When Glenn Beck mentioned Liberation Theology around minute 12.20 of this Fox News video (which I came across courtesy of @Jay_Rosenberg), I literally sat up straighter in my chair, downsized the other 6 tabs I had open, hit rewind, turned up the volume and listened.  And I felt really unsettled.

The amount of time I normally give to Beck and the Tea Baggers is the time it takes to hit delete on an email. You know the ones… they are usually full of misinformation and have a lot of all capital letters, bright red size 64 font, and tell me to fear Obama, Mexicans, Muslim takeovers and universal healthcare.

But Beck’s coloring of Liberation Theology in this video clip “Liberation Theology and the Political Perversion of Christianity” and his take on social justice make me really angry.
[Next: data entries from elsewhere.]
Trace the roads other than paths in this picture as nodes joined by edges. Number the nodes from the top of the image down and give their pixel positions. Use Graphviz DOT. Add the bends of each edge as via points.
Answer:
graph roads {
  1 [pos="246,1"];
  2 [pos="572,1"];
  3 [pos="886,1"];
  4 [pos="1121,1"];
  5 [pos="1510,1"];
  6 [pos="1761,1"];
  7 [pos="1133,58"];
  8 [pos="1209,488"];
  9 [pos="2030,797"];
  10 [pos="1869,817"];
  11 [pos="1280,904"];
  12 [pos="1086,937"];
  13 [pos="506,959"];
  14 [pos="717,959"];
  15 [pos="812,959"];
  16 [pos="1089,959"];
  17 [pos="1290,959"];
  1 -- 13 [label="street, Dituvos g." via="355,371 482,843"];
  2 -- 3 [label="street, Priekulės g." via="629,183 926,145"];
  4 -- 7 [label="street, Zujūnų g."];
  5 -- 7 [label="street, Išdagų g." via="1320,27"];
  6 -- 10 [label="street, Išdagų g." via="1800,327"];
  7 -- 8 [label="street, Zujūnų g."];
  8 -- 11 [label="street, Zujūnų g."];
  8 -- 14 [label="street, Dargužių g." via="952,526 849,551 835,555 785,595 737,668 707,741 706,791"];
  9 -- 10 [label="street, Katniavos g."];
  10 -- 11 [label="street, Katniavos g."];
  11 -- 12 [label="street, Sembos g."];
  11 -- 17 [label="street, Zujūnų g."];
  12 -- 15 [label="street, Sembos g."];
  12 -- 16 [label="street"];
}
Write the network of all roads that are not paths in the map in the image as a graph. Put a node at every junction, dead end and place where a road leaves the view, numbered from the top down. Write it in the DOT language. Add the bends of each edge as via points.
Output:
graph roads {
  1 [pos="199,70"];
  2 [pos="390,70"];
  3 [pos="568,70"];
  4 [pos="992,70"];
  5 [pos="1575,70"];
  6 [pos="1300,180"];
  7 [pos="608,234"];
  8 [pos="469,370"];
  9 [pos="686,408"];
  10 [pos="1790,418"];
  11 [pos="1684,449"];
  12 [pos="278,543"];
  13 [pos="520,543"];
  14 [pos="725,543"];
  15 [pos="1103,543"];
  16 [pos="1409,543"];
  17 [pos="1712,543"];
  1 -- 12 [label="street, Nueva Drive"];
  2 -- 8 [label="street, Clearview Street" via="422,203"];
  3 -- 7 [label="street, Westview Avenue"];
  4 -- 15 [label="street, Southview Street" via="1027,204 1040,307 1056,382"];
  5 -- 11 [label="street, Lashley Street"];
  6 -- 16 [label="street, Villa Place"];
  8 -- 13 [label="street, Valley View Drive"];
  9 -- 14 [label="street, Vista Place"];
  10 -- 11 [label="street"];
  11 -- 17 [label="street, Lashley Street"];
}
In the Liberation Theology clip, Beck paints this vision of people who follow liberation theology. “These are people who, besides blowing stuff up, were also having a sexual revolution, trying to smash monogamy. This isn’t about God to them in any shape or form.”

He talks with Anthony Bradley, a ‘Black Liberation Theology Expert’ from the Acton Institute. Bradley says “One of the odd interpretations of Marxist thought and theology happened in central and south America, right in the church. And it was really the fantastic work of the current pope, who actually rooted out liberation theology from that region.”

Yes, right. Fantastic rooting out. Just fantastic, Bradley.

I’m not a Christian or a Marxist, but I lived and worked in El Salvador in the 90s. That’s right. El Salvador, one of the Central American countries where Liberation Theology was at its strongest.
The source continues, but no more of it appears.